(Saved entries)
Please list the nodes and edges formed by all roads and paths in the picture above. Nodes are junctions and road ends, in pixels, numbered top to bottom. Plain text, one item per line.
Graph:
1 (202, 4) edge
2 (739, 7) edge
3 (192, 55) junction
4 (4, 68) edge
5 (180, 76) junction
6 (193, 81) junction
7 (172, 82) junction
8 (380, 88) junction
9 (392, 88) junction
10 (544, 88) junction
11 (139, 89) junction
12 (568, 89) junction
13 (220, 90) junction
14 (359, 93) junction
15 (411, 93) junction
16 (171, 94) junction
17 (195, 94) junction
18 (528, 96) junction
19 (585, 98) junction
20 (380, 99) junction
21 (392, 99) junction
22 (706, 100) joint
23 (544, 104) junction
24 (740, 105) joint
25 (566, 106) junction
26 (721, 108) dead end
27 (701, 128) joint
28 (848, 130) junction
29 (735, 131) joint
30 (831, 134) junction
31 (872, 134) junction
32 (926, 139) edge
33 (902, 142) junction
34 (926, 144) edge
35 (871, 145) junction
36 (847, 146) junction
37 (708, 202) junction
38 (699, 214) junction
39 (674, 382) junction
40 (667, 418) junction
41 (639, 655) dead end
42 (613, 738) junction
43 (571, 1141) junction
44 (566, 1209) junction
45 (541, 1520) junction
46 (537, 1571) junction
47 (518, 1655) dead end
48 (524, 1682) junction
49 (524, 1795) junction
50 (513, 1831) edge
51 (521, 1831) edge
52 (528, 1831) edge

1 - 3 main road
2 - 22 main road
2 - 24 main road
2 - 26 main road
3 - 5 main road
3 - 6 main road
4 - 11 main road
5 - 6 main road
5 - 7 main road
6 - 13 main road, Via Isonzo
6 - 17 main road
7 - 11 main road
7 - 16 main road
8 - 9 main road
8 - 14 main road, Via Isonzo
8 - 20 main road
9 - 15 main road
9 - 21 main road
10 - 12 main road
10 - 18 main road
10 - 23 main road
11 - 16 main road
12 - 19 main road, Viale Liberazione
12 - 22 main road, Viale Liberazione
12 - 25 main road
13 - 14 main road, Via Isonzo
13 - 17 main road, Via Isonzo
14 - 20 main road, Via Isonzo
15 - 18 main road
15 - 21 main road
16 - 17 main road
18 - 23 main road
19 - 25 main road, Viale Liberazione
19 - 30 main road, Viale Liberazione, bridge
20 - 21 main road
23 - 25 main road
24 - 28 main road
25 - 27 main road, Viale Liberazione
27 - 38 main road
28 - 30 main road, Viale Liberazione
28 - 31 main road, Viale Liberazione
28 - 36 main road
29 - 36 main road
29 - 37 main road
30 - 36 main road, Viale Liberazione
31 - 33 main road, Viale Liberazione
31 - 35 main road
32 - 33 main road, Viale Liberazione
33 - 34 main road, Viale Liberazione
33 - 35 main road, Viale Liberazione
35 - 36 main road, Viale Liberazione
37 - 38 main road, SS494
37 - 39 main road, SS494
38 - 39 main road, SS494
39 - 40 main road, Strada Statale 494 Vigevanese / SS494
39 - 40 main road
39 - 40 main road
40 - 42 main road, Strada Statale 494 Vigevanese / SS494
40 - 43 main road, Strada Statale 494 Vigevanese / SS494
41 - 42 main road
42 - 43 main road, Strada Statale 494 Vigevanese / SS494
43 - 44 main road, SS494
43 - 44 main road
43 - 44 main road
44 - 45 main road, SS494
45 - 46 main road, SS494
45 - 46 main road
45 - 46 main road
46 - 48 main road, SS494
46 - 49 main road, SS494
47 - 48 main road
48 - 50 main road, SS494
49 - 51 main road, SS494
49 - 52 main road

### Work task
Lines that hold the word "joint" are the ones to copy from the entries above.

### Answer to this task
22 (706, 100) joint
24 (740, 105) joint
27 (701, 128) joint
29 (735, 131) joint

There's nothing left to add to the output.